My home lies on the opposite side of Sydney, but on some days and some nights the flight path changes. The planes now make their way down the Georges River valley, taking the East-West runway or curving northwards along the cliffs of the Royal National Park.
Both happened yesterday. During the day I watched shadowy apparitions of aircraft suddenly emerge from the grey cloud overheard, only for them to once more disappear into another.
I took a late night swim alone in our pool, cool, but soothing against the humid air. The pool and garden lights were on, a citronella tea light danced in its glass enclosure, orange against purple.
From the west a bright light would illuminate the clouds. Then the growl of the engines as they descended through the low cloud and along the river.
Sometimes I would hear other flights high above us, heading outwards to the northwest, to lands far away. Through breaks in the cloud I watched their lights flash and thought of the passengers trapped inside for a long uncomfortable night.
I am going through one of those phases where the thought of the flight is of less excitement than the destination. So I visualise other feelings, try to recapture the joy of the skies. 
I think of the passengers descending into Sydney Airport so late in the evening, emerging to find the shops closing, the airport getting ready to sleep. Do they want to hurry home or to their hotel. I’m sure they do.
And on those other flights heading out. I know what they are like all too well.

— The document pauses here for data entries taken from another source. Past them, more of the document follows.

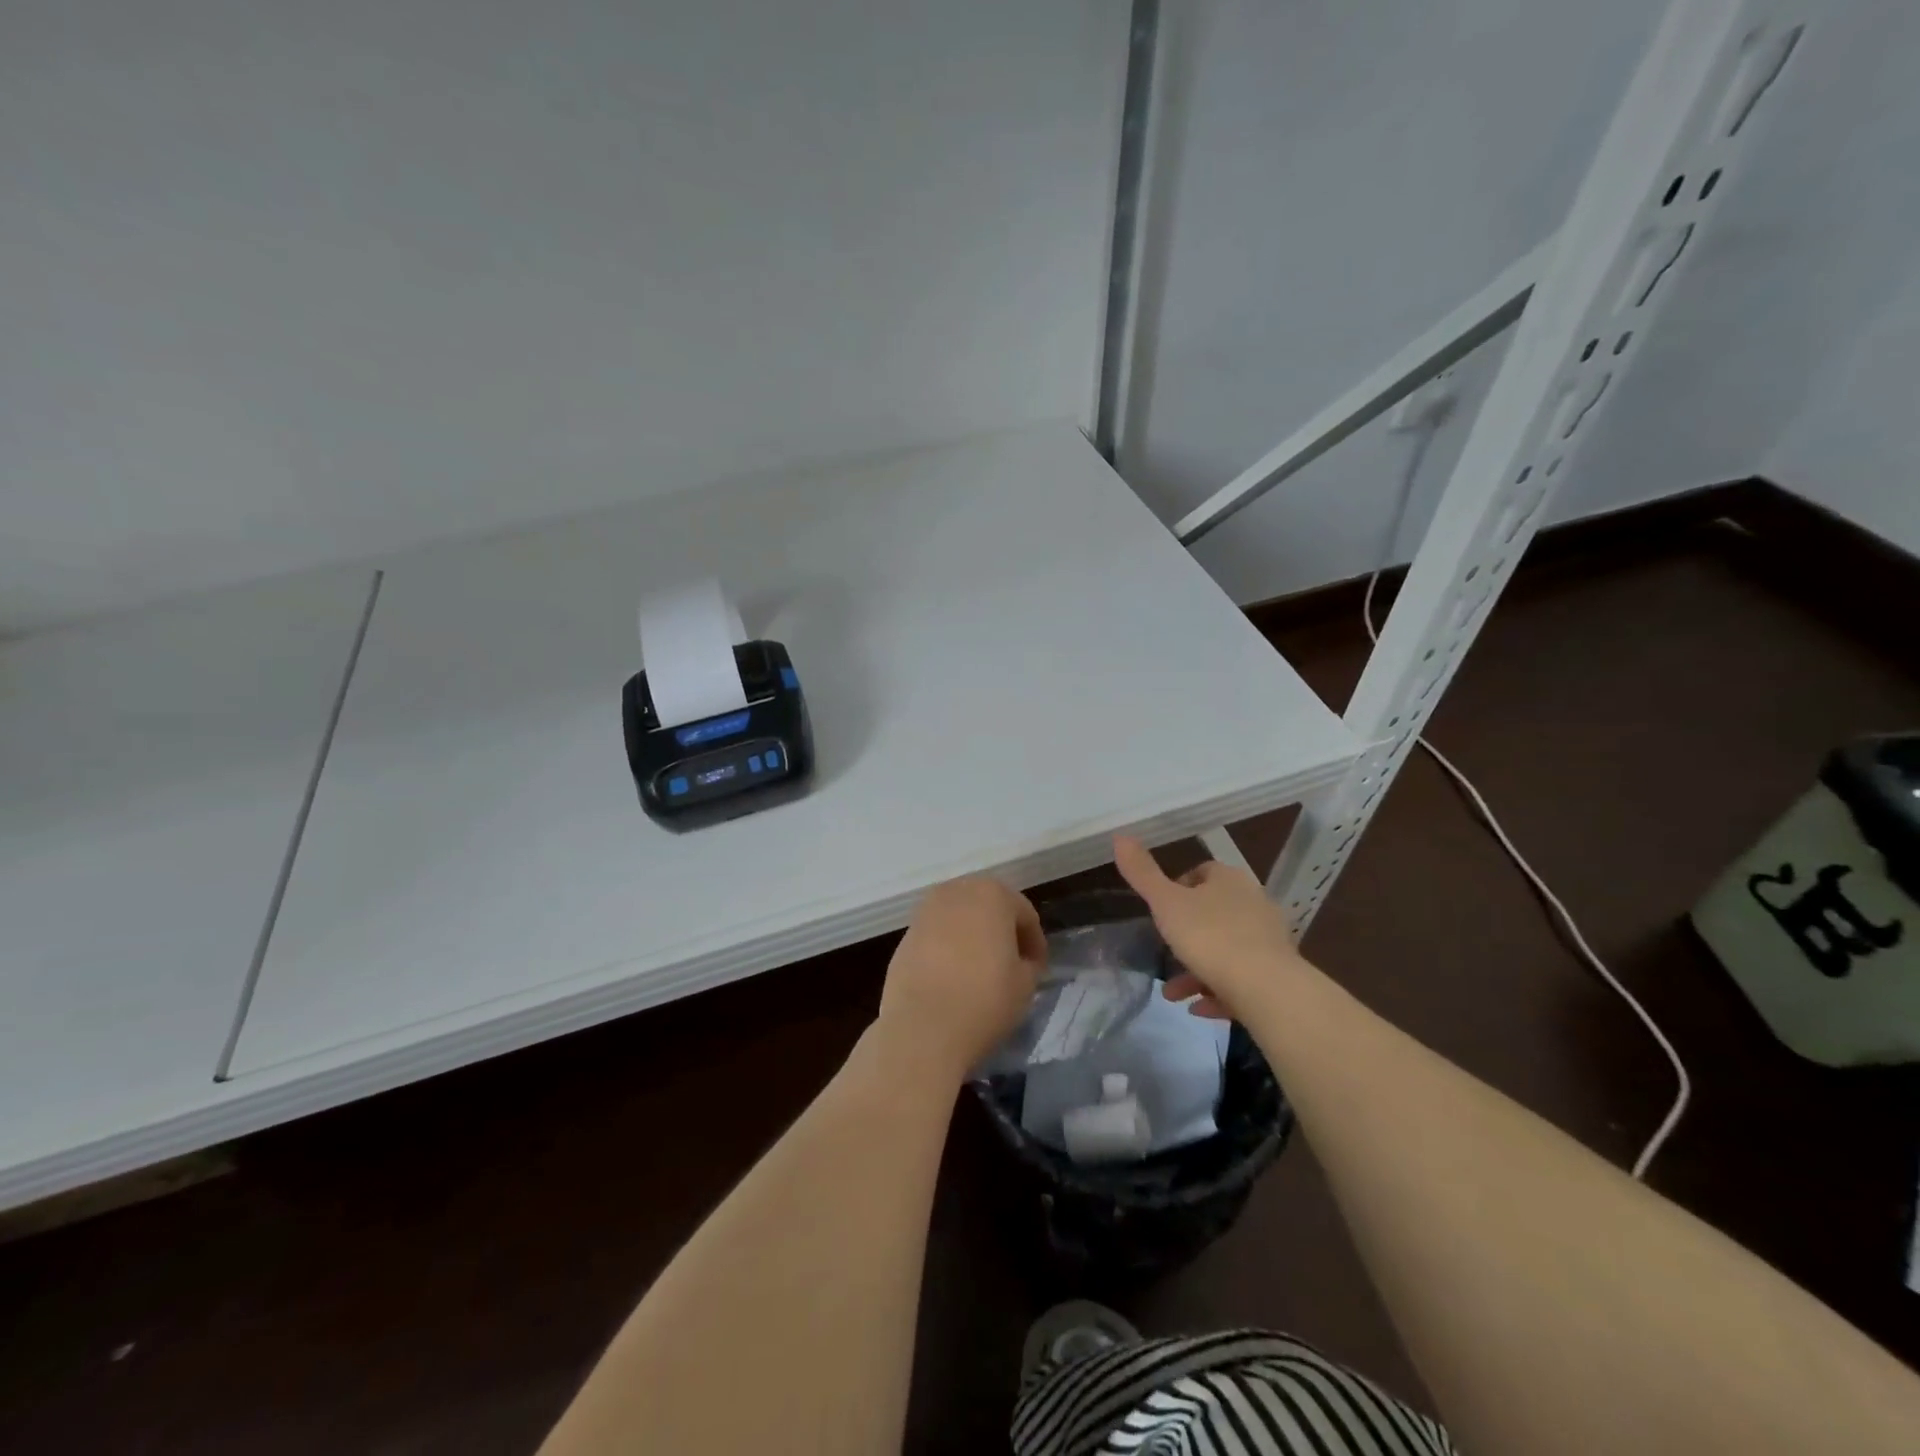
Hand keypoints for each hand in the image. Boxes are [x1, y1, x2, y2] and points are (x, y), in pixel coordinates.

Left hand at [874, 878, 1046, 1082]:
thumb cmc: (984, 999)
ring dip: (973, 937)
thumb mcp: (1025, 984)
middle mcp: (956, 892)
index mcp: (992, 894)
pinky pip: (937, 936)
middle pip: (988, 907)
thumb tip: (1020, 961)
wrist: (922, 1027)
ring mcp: (925, 912)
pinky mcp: (905, 935)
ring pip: (960, 919)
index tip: (1038, 968)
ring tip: (981, 970)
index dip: (1035, 942)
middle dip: (1002, 931)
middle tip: (1012, 964)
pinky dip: (948, 948)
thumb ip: (1028, 963)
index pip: (1024, 914)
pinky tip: (953, 977)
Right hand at [1113, 835, 1305, 1020]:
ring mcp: (1268, 939)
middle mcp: (1254, 902)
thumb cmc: (1210, 937)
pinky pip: (1241, 978)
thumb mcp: (1166, 904)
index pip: (1202, 872)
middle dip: (1186, 934)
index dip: (1178, 888)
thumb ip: (1142, 873)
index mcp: (1229, 880)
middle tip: (1165, 952)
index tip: (1161, 911)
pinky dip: (1218, 990)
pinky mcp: (1277, 973)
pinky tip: (1199, 1008)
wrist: (1267, 989)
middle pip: (1214, 912)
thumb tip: (1119, 836)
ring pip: (1225, 949)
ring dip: (1197, 969)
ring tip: (1173, 993)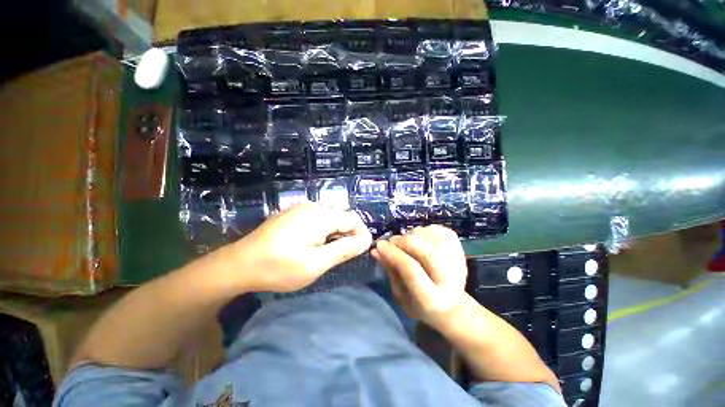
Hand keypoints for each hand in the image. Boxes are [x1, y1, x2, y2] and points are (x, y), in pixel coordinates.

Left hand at [235, 203, 372, 291]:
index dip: (361, 234)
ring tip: (327, 252)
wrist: (239, 264)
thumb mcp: (315, 263)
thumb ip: (344, 250)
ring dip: (335, 233)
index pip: (353, 219)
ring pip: (329, 218)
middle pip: (341, 217)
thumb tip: (366, 240)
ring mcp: (300, 208)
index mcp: (320, 216)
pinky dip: (322, 230)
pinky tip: (313, 244)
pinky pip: (316, 218)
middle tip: (341, 256)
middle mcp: (312, 206)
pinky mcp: (292, 213)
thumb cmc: (278, 267)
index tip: (360, 251)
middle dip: (347, 235)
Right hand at [371, 225, 467, 328]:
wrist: (451, 304)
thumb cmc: (420, 304)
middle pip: (424, 249)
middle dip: (402, 241)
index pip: (411, 268)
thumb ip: (390, 270)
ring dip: (411, 235)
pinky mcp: (459, 247)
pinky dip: (424, 230)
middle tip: (391, 242)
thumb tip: (376, 250)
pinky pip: (437, 229)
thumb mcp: (400, 294)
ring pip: (430, 236)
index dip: (393, 253)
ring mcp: (458, 260)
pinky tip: (419, 239)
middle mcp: (450, 279)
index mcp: (433, 299)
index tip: (379, 245)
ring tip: (405, 243)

Indeed our next bookings are overnighters to Japan. The impossibility of sleep, of watching videos through the night when even the worst movie can seem an artistic triumph to an addled brain. Of arriving so early the next morning and spending the day in a zombie daze until at last your hotel room is ready and you can catch the most delicious sleep there is.
Far better to be landing, but in that different country, where what I would like to be doing is close to what I am. A swim in a tropical pool, torch flames flickering. Even better, a hot grill with satay or yakitori nearby. Then the weary sleep after the long day. Yes, that is the fabric of dreams.